Leave every picture out and return the rest of the listing verbatim.

——————

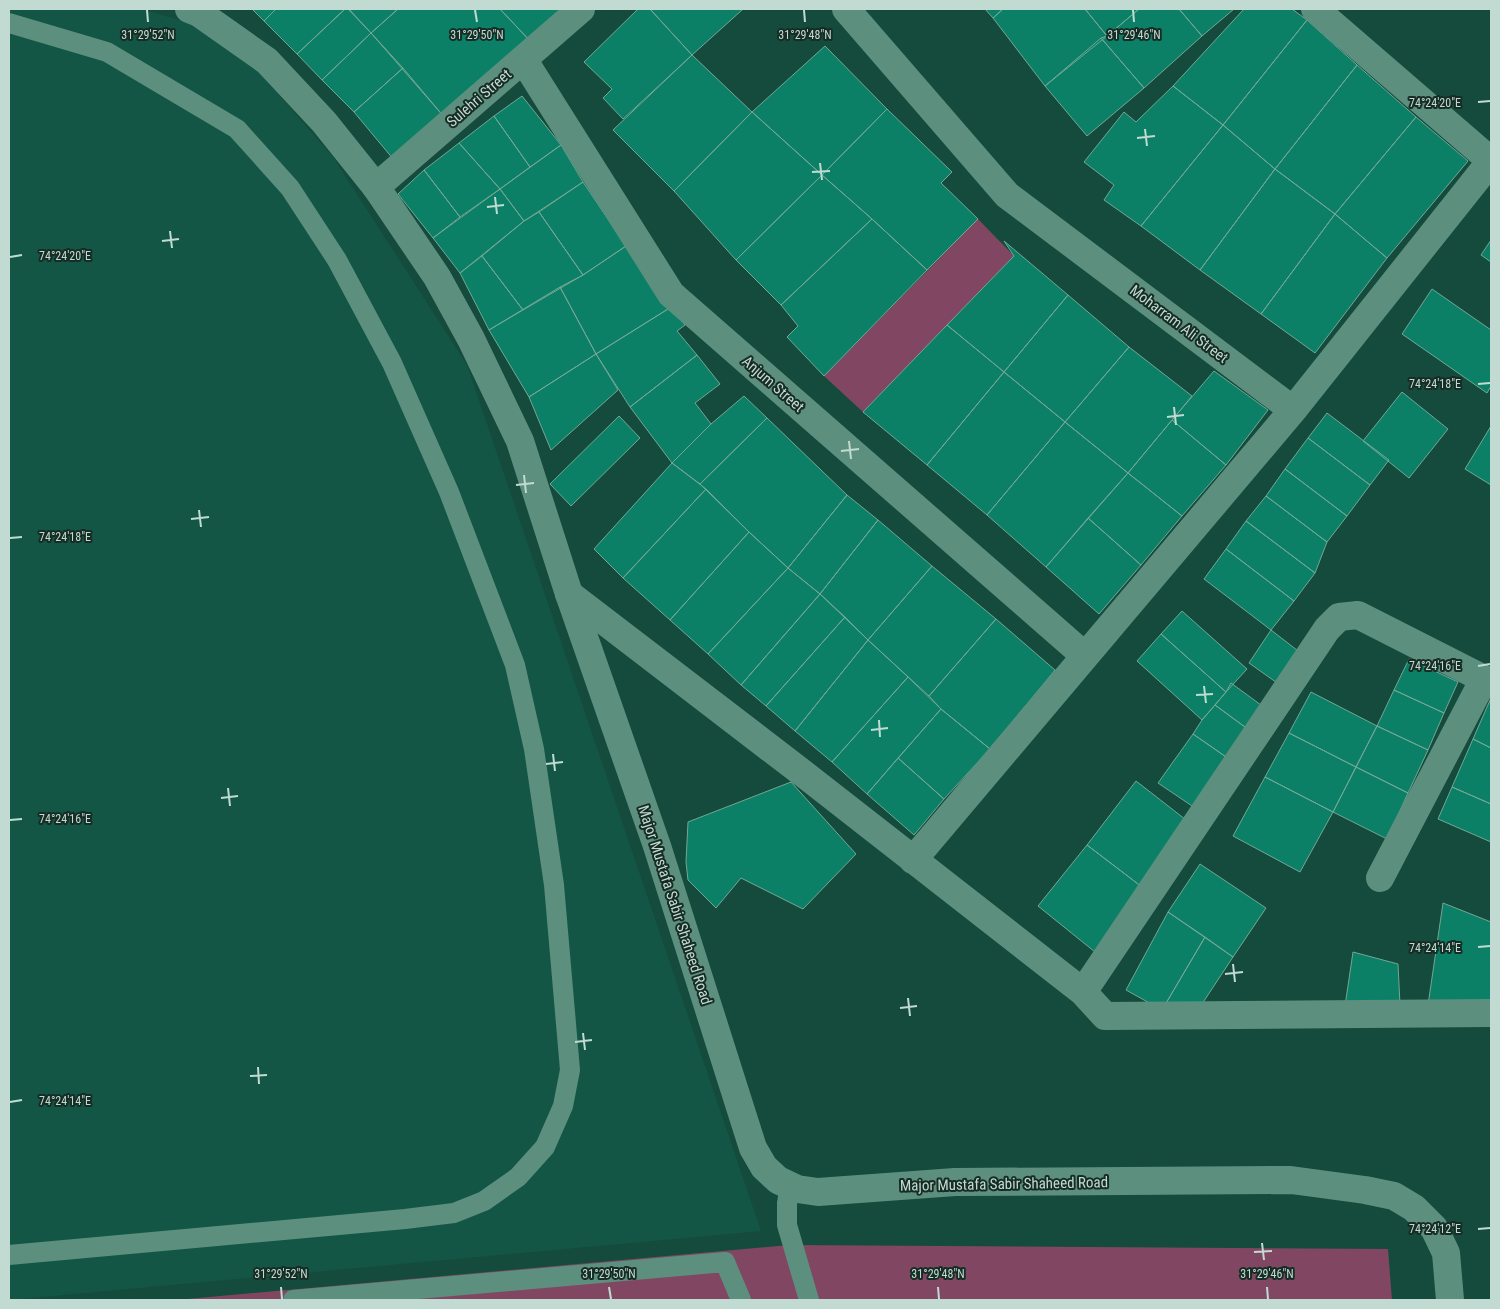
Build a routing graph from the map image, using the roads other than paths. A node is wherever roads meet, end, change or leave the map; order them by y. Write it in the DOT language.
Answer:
graph roads {
  1 [pos="581,9"];
  2 [pos="846,9"];
  3 [pos="1316,9"];
  4 [pos="197,10"];
  5 [pos="9,23"];
  6 [pos="523,58"];
  7 [pos="1491,161"];
  8 [pos="376,187"];
  9 [pos="1293,410"];
  10 [pos="569,594"];
  11 [pos="1085,656"];
  12 [pos="1488,680"];
  13 [pos="913,860"];
  14 [pos="1380,878"];
  15 [pos="1083,992"];
  16 [pos="1491,1013"];
  17 [pos="790,1186"];
  18 [pos="9,1255"];
  19 [pos="293,1300"];
  20 [pos="741,1300"];
  21 [pos="810,1300"];
  22 [pos="1450,1300"];
  1 -- 6 [label="street, Sulehri Street"];
  2 -- 9 [label="street, Moharram Ali Street"];
  3 -- 7 [label="street"];
  4 -- 8 [label="street, Major Mustafa Sabir Shaheed Road"];
  5 -- 18 [label="lane"];
  6 -- 8 [label="street, Sulehri Street"];
  6 -- 11 [label="street, Anjum Street"];
  7 -- 9 [label="street"];
  8 -- 10 [label="street, Major Mustafa Sabir Shaheed Road"];
  9 -- 11 [label="street"];
  10 -- 13 [label="street"];
  10 -- 17 [label="street, Major Mustafa Sabir Shaheed Road"];
  11 -- 13 [label="street"];
  12 -- 14 [label="street"];
  12 -- 15 [label="street"];
  13 -- 15 [label="street"];
  15 -- 16 [label="street"];
  17 -- 21 [label="lane"];
  17 -- 22 [label="street, Major Mustafa Sabir Shaheed Road"];
  19 -- 20 [label="lane"];
}
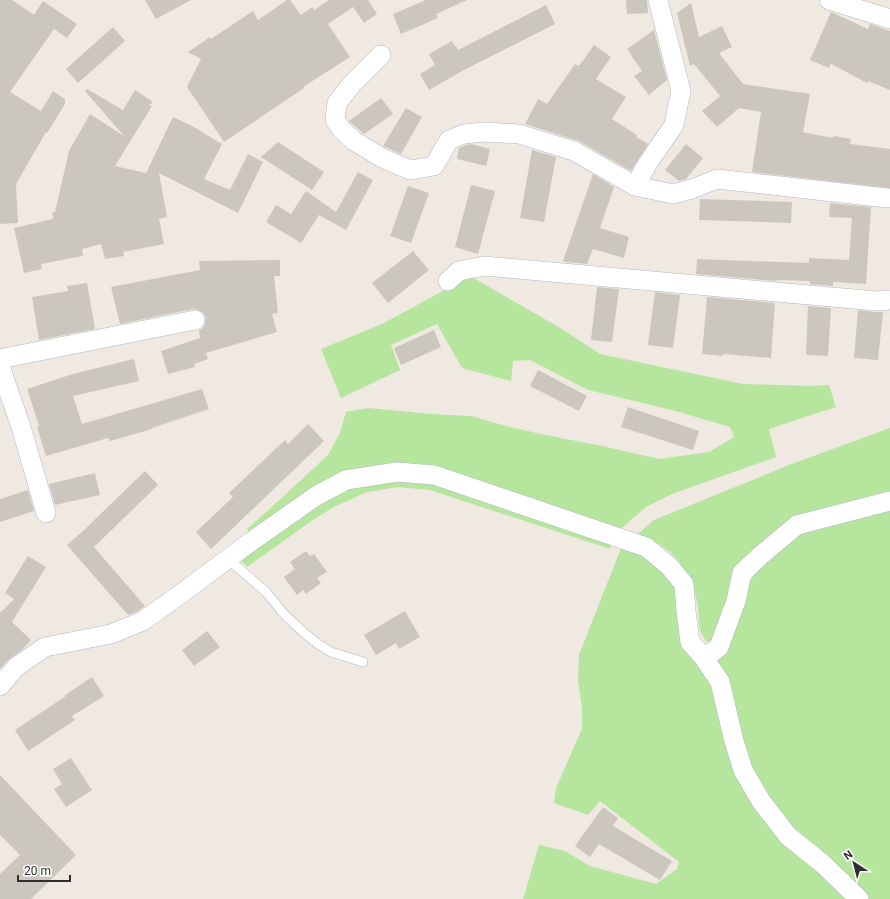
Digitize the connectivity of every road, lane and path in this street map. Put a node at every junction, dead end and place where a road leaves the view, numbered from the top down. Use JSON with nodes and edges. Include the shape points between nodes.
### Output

——————

SOLUTION BELOW =>
Build a routing graph from the map image, using the roads other than paths. A node is wherever roads meet, end, change or leave the map; order them by y. Write it in the DOT language.
Answer:
graph roads {
  1 [pos="581,9"];
  2 [pos="846,9"];
  3 [pos="1316,9"];
  4 [pos="197,10"];
  5 [pos="9,23"];
  6 [pos="523,58"];
  7 [pos="1491,161"];
  8 [pos="376,187"];
  9 [pos="1293,410"];
  10 [pos="569,594"];
  11 [pos="1085,656"];
  12 [pos="1488,680"];
  13 [pos="913,860"];
  14 [pos="1380,878"];
  15 [pos="1083,992"];
  16 [pos="1491,1013"];
  17 [pos="790,1186"];
  18 [pos="9,1255"];
  19 [pos="293,1300"];
  20 [pos="741,1300"];
  21 [pos="810,1300"];
  22 [pos="1450,1300"];
  1 -- 6 [label="street, Sulehri Street"];
  2 -- 9 [label="street, Moharram Ali Street"];
  3 -- 7 [label="street"];
  4 -- 8 [label="street, Major Mustafa Sabir Shaheed Road"];
  5 -- 18 [label="lane"];
  6 -- 8 [label="street, Sulehri Street"];
  6 -- 11 [label="street, Anjum Street"];
  7 -- 9 [label="street"];
  8 -- 10 [label="street, Major Mustafa Sabir Shaheed Road"];
  9 -- 11 [label="street"];
  10 -- 13 [label="street"];
  10 -- 17 [label="street, Major Mustafa Sabir Shaheed Road"];
  11 -- 13 [label="street"];
  12 -- 14 [label="street"];
  12 -- 15 [label="street"];
  13 -- 15 [label="street"];
  15 -- 16 [label="street"];
  17 -- 21 [label="lane"];
  17 -- 22 [label="street, Major Mustafa Sabir Shaheed Road"];
  19 -- 20 [label="lane"];
}
Digitize the connectivity of every road, lane and path in this street map. Put a node at every junction, dead end and place where a road leaves the view, numbered from the top down. Use JSON with nodes and edges. Include the shape points between nodes.
### Output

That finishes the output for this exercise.